- AIM OF THE TASK:
An exact copy of every record below is needed, with the pictures left out.

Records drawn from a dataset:
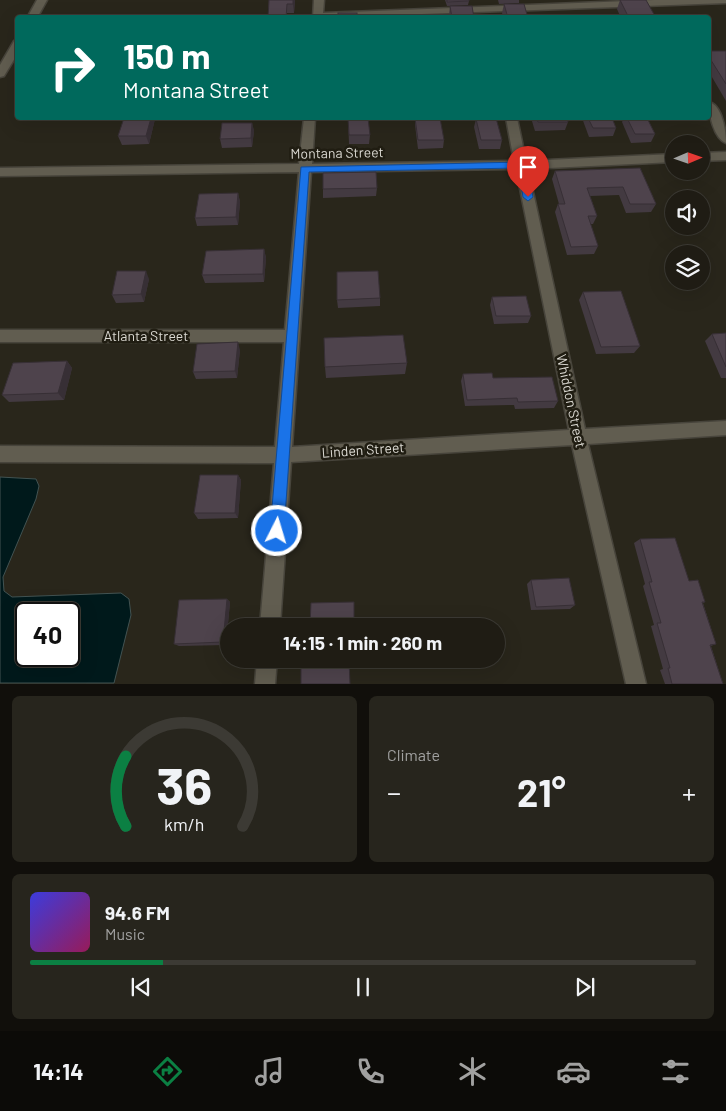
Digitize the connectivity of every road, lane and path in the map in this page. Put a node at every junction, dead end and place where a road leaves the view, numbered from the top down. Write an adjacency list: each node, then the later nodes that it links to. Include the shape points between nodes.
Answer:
1 (42, 0): 7 (street)
2 (319, 0): 8 (street)
3 (485, 0): 6 (street)
4 (726, 0): 5 (street)
5 (658, 5): 6 (street)
6 (488, 14): 9 (street)
7 (34, 15)
8 (318, 15)
9 (431, 15)
10 (15, 48): 11 (street)
11 (0, 74)
12 (711, 109): 15 (street)
13 (309, 120): 20 (street)
14 (511, 120): 19 (street, Whiddon Street)
15 (726, 139)
16 (726, 156): 17 (street)
17 (710, 157)
18 (665, 158): 19 (street, Montana Street)
19 (522, 165): 20 (street, Montana Street); 25 (street, Whiddon Street)
20 (305, 169): 21 (street, Montana Street); 23 (street)
21 (0, 172)
22 (0, 336): 23 (street, Atlanta Street)
23 (292, 336): 27 (street)
24 (726, 428): 25 (street, Linden Street)
25 (578, 436): 27 (street, Linden Street); 31 (street, Whiddon Street)
26 (0, 454): 27 (street, Linden Street)
27 (284, 455): 28 (street)
28 (271, 618)
29 (266, 668): 30 (street)
30 (265, 684)
31 (636, 684)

- OUTPUT FOR THIS TASK:
Digitize the connectivity of every road, lane and path in the map in this page. Put a node at every junction, dead end and place where a road leaves the view, numbered from the top down. Write an adjacency list: each node, then the later nodes that it links to. Include the shape points between nodes.
Answer:
1 (42, 0): 7 (street)
2 (319, 0): 8 (street)
3 (485, 0): 6 (street)
4 (726, 0): 5 (street)
5 (658, 5): 6 (street)
6 (488, 14): 9 (street)
7 (34, 15)
8 (318, 15)
9 (431, 15)
10 (15, 48): 11 (street)
11 (0, 74)
12 (711, 109): 15 (street)
13 (309, 120): 20 (street)
14 (511, 120): 19 (street, Whiddon Street)
15 (726, 139)
16 (726, 156): 17 (street)
17 (710, 157)
18 (665, 158): 19 (street, Montana Street)
19 (522, 165): 20 (street, Montana Street); 25 (street, Whiddon Street)
20 (305, 169): 21 (street, Montana Street); 23 (street)
21 (0, 172)
22 (0, 336): 23 (street, Atlanta Street)
23 (292, 336): 27 (street)
24 (726, 428): 25 (street, Linden Street)
25 (578, 436): 27 (street, Linden Street); 31 (street, Whiddon Street)
26 (0, 454): 27 (street, Linden Street)
27 (284, 455): 28 (street)
28 (271, 618)
29 (266, 668): 30 (street)
30 (265, 684)
31 (636, 684)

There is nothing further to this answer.